Geschlossene Fraktur
Eine geschlossene Fraktur ist ein Bruch eines Knochens, bei dem die Haut über der Fraktur intakt bleibt. Diese Art von Fraktur ist eine häufige Verletzung bei Bergtouren und kann durch Stürze oder plötzliche, heftige Stöße entstehen. Die Fähigkeit, eine geschlossene Fraktur korrekt zu erkennen und darauf zu reagieren, ist essenziell für Bergsteiger, da sie die Mobilität stark einschränken kann und schnelles Handeln oft entscheidend für den weiteren Verlauf der Verletzung ist.
Detaillierte Erklärung
Bei einer geschlossenen Fraktur handelt es sich um eine Verletzung, bei der der Knochen zwar gebrochen ist, die Haut jedoch nicht durchdrungen wird. Dies unterscheidet sie von offenen Frakturen, bei denen der Knochen durch die Haut ragt, was ein höheres Risiko für Infektionen birgt. Geschlossene Frakturen können in zwei grobe Kategorien eingeteilt werden: einfache und komplexe Frakturen. Einfache Frakturen sind geradlinige Risse im Knochen, während komplexe Frakturen multiple Bruchstücke oder schwierige Bruchverläufe beinhalten können.
Symptome einer geschlossenen Fraktur umfassen starke Schmerzen an der Verletzungsstelle, Schwellungen, Blutergüsse und eine Fehlstellung oder Unbeweglichkeit des betroffenen Körperteils. Manchmal kann man eine knackende oder reibende Empfindung spüren, wenn man versucht, den verletzten Bereich zu bewegen. Da die Haut nicht durchtrennt ist, bleibt das Risiko bakterieller Infektionen geringer, jedoch kann eine Fehldiagnose schwerwiegende Folgen haben.
Praktische Anwendung
Bei Verdacht auf eine geschlossene Fraktur sollte der betroffene Bereich möglichst immobilisiert werden, um weitere Verletzungen zu vermeiden. Dabei helfen das Schienen des betroffenen Gliedmaßes und die Fixierung in der aktuellen Position. Falls kein professionelles Schienenmaterial verfügbar ist, können improvisierte Schienen aus Ästen, Stöcken oder den eigenen Wanderstöcken angefertigt werden, die mit Tüchern oder Seilen fixiert werden.

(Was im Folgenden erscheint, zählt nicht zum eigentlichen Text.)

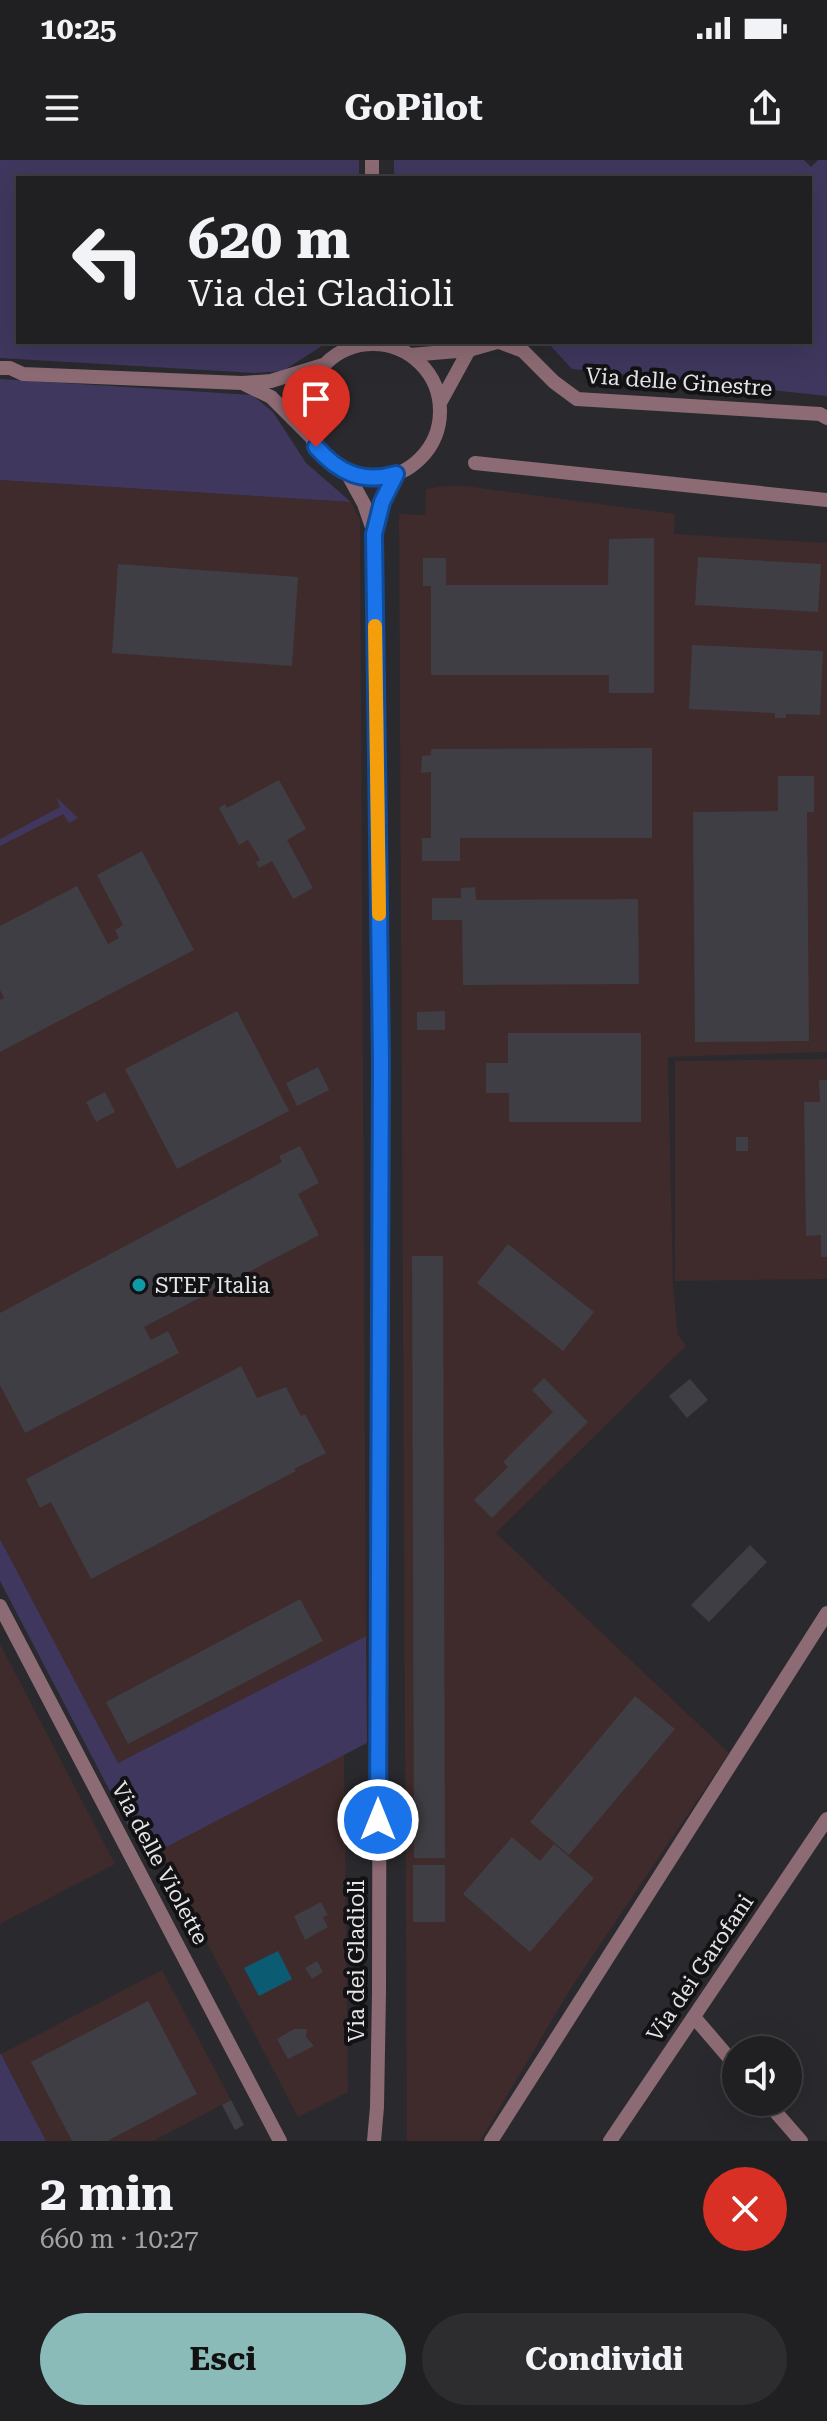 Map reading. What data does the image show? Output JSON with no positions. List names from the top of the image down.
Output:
{
  "streets": {
    "street": [
      "Via delle Ginestre",
      "Via delle Violette",
      "Via dei Gladioli",
      "Via dei Garofani"
    ]
  },
  "crossings": [
    ["Via delle Ginestre", "Via dei Gladioli"]
  ],
  "places": ["STEF Italia"],
  "page": {
    "status": "10:25",
    "header": "GoPilot",
    "turn": ["620 m", "Via dei Gladioli"],
    "heading": ["2 min", "660 m · 10:27"],
    "buttons": ["Esci", "Condividi"]
  }
}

Sollte es die Umstände erlauben, ist eine kalte Kompresse oder sogar Schnee aus der Umgebung ideal, um Schwellungen zu reduzieren. Schmerzmittel aus der Reiseapotheke können ebenfalls zur Linderung verwendet werden, solange keine Allergien oder medizinischen Gegenanzeigen bestehen. In jedem Fall ist es wichtig, professionelle medizinische Hilfe so schnell wie möglich in Anspruch zu nehmen.
Sicherheitsaspekte
Geschlossene Frakturen bergen trotz geschlossener Haut ein gewisses Risiko. Durch die Gebirgsbedingungen wie Temperatur, Gelände und Entferntheit von medizinischer Versorgung ist bei Verdacht auf eine geschlossene Fraktur große Vorsicht geboten. Zusätzliche Behandlungsschritte, wie die Überwachung der Durchblutung und Sensibilität des betroffenen Bereichs, sind notwendig, um das Risiko von Komplikationen wie Kompartmentsyndrom oder Durchblutungsstörungen zu verringern.
Veränderungen in Farbe, Temperatur oder Gefühl des betroffenen Körperteils nach der Schienung erfordern eine umgehende Neubewertung der Ersthilfemaßnahmen.
Regionale Besonderheiten
In den Alpen und anderen europäischen Gebirgsregionen ist es wichtig, die regionalen Rettungsdienstnummern griffbereit zu haben, um schnell Hilfe anfordern zu können. Unterschiedliche Regionen bieten verschiedene Arten von Unterstützung, von Bergwachten bis hin zu Luftrettungsteams. Zudem sollte man sich mit lokalen Signalen und Zeichen vertraut machen, um im Ernstfall verständliche und effiziente Hilfe zu leisten oder zu erhalten.
Ein Anruf bei einem alpine Notruf wie der 112 in Europa gewährleistet den schnellstmöglichen Transfer zu professioneller medizinischer Versorgung auch in schwer zugänglichem Gelände.